%%

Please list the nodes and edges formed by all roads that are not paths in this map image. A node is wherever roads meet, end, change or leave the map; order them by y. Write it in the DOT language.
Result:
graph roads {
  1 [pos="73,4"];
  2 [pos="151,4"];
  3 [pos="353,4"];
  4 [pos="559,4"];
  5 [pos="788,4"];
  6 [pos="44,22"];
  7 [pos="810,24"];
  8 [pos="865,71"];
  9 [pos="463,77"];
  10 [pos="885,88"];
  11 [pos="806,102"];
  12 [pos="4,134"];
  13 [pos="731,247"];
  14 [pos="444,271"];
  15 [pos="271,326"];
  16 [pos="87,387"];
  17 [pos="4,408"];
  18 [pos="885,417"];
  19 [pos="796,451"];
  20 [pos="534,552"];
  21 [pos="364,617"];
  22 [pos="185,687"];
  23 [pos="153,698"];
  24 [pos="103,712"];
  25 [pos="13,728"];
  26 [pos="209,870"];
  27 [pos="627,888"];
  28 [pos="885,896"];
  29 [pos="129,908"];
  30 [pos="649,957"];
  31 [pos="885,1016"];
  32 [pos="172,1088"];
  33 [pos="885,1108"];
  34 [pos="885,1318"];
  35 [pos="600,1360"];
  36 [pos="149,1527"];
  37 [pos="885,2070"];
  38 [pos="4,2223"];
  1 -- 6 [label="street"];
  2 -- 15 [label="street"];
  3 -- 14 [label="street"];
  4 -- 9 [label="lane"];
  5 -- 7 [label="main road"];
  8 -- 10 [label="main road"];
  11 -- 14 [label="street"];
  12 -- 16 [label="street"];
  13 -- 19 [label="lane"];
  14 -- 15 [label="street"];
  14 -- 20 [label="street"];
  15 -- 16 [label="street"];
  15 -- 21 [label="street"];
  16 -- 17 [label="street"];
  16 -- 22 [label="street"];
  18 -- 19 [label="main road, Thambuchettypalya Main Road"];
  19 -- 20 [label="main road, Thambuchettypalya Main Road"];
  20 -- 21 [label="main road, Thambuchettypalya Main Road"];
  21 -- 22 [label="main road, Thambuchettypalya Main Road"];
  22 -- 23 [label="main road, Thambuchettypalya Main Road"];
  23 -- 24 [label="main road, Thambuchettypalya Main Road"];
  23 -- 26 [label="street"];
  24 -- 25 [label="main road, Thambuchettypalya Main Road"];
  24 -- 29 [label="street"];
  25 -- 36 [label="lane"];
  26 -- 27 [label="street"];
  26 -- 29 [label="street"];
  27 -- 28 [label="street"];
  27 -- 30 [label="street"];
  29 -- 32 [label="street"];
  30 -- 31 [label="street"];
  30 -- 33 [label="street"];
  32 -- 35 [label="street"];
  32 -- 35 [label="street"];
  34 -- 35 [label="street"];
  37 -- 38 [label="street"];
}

%%

_ACTIVITY:_ Could you return every line from the entries above in which the string "main" occurs?

_ANSWER TO THIS TASK:_
  5 -- 7 [label="main road"];
  8 -- 10 [label="main road"];
  18 -- 19 [label="main road, Thambuchettypalya Main Road"];
  19 -- 20 [label="main road, Thambuchettypalya Main Road"];
  20 -- 21 [label="main road, Thambuchettypalya Main Road"];
  21 -- 22 [label="main road, Thambuchettypalya Main Road"];
  22 -- 23 [label="main road, Thambuchettypalya Main Road"];
  23 -- 24 [label="main road, Thambuchettypalya Main Road"];
  24 -- 25 [label="main road, Thambuchettypalya Main Road"];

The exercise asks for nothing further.